Re: [RFC please help] membarrier: Rewrite sync_core_before_usermode()

Andy Lutomirski <luto@xxxxxxxxxx> · Mon, 28 Dec 2020 10:50:20 -0800

On Mon, Dec 28, 2020 at 10:30 AM Jann Horn <jannh@xxxxxxxxxx> wrote:
>
> On Mon, Dec 28, 2020 at 6:14 PM Andy Lutomirski <luto@xxxxxxxxxx> wrote:
> > On Mon, Dec 28, 2020 at 2:25 AM Russell King - ARM Linux admin
> > <linux@xxxxxxxxxxxxxxx> wrote:
> > >
> > > On Sun, Dec 27, 2020 at 01:36:13PM -0800, Andy Lutomirski wrote:
> > > > On Sun, Dec 27, 2020 at 12:18 PM Mathieu Desnoyers
> > > > <mathieu.desnoyers@xxxxxxxxxxxx> wrote:
> > > > >
> > > > > ----- On Dec 27, 2020, at 1:28 PM, Andy Lutomirski luto@xxxxxxxxxx wrote:
> > > > >
> > > >
> > > > > >
> > > > > > I admit that I'm rather surprised that the code worked at all on arm64,
> > > > > > and I'm suspicious that it has never been very well tested.  My apologies
> > > > > > for not reviewing this more carefully in the first place.
> > > > >
> > > > > Please refer to Documentation/features/sched/membarrier-sync-core/arch-support.txt
> > > > >
> > > > > It clearly states that only arm, arm64, powerpc and x86 support the membarrier
> > > > > sync core feature as of now:
> > > >
> > > > Sigh, I missed arm (32).  Russell or ARM folks, what's the right
> > > > incantation to make the CPU notice instruction changes initiated by
> > > > other cores on 32-bit ARM?
> > >
> > > You need to call flush_icache_range(), since the changes need to be
> > > flushed from the data cache to the point of unification (of the Harvard
> > > I and D), and the instruction cache needs to be invalidated so it can
> > > then see those updated instructions. This will also take care of the
> > > necessary barriers that the CPU requires for you.
> >
> > With what parameters?   From looking at the header, this is for the
> > case in which the kernel writes some memory and then intends to
> > execute it.  That's not what membarrier() does at all.  membarrier()
> > works like this:
> >
> > User thread 1:
> >
> > write to RWX memory *or* write to an RW alias of an X region.
> > membarrier(...);
> > somehow tell thread 2 that we're ready (with a store release, perhaps,
> > or even just a relaxed store.)
> >
> > User thread 2:
> >
> > wait for the indication from thread 1.
> > barrier();
> > jump to the code.
> >
> > membarrier() is, for better or for worse, not given a range of addresses.
> >
> > On x86, the documentation is a bit weak, but a strict reading
> > indicates that thread 2 must execute a serializing instruction at some
> > point after thread 1 writes the code and before thread 2 runs it.
> > membarrier() does this by sending an IPI and ensuring that a
> > "serializing" instruction (thanks for great terminology, Intel) is
> > executed.  Note that flush_icache_range() is a no-op on x86, and I've
> > asked Intel's architects to please clarify their precise rules.  No
> > response yet.
> >
> > On arm64, flush_icache_range() seems to send an IPI, and that's not
> > what I want.  membarrier() already does an IPI.
>
> After chatting with rmk about this (but without claiming that any of
> this is his opinion), based on the manpage, I think membarrier()
> currently doesn't really claim to be synchronizing caches? It just
> serializes cores. So arguably if userspace wants to use membarrier()
> to synchronize code changes, userspace should first do the code
> change, then flush icache as appropriate for the architecture, and
> then do the membarrier() to ensure that the old code is unused?

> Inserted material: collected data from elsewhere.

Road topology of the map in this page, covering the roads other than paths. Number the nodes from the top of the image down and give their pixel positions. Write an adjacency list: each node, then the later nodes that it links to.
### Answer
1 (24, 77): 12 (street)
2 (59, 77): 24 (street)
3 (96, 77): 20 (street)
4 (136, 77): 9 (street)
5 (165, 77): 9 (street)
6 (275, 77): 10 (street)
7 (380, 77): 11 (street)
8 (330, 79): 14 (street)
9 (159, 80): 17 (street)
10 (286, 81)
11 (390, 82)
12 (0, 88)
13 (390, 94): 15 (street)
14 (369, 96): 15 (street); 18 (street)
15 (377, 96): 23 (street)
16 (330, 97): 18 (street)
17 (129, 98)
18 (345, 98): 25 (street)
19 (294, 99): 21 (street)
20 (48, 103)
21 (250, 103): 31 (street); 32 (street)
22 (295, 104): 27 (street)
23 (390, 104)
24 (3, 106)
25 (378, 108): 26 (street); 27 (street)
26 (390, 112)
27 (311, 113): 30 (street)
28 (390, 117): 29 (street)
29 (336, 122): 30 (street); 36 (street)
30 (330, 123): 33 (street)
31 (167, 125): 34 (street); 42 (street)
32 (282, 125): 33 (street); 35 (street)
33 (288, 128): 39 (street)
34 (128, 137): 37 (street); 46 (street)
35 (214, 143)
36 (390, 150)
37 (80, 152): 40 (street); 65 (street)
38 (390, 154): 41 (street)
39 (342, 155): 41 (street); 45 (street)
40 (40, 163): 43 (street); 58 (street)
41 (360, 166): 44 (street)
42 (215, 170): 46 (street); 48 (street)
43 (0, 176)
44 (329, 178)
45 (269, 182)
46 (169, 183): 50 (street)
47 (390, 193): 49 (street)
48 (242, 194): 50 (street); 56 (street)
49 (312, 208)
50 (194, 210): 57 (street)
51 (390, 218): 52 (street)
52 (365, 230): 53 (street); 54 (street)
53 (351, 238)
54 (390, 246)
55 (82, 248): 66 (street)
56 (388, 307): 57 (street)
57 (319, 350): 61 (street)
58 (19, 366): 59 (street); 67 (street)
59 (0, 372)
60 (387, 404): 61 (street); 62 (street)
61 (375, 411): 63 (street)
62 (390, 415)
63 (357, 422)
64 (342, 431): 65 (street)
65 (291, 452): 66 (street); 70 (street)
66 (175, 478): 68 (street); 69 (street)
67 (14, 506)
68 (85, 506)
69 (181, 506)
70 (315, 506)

I haven't the faintest clue what "serializes cores" means.  It seems
to be a bit of a mishmash of x86 SDM terminology and Linux x86
"sync_core" terminology.  The latter means very little to me, even as
an x86 person.

I'm moderately confident that the *intent* is that a multithreaded
program can write some JIT code to memory, do this membarrier()
operation, and then execute the code, and it will work.  Maybe it's
even intended to work cross-architecture without any additional help
from the program.  But maybe the existing API is simply incorrect for
this.

>
> For 32-bit arm, rmk pointed out that that would be the cacheflush()
> syscall. That might cause you to end up with two IPIs instead of one
> in total, but we probably don't care _that_ much about extra IPIs on
> 32-bit arm?
>
> For arm64, I believe userspace can flush icache across the entire
> system with some instructions from userspace - "DC CVAU" followed by
> "DSB ISH", or something like that, I think? (See e.g.
> compat_arm_syscall(), the arm64 compat code that implements the 32-bit
> arm cacheflush() syscall.)

I have no idea what DC anything does.   Based on my very cursory
reading of the manual, ISB is the right approach, but I don't pretend
I understand all the details.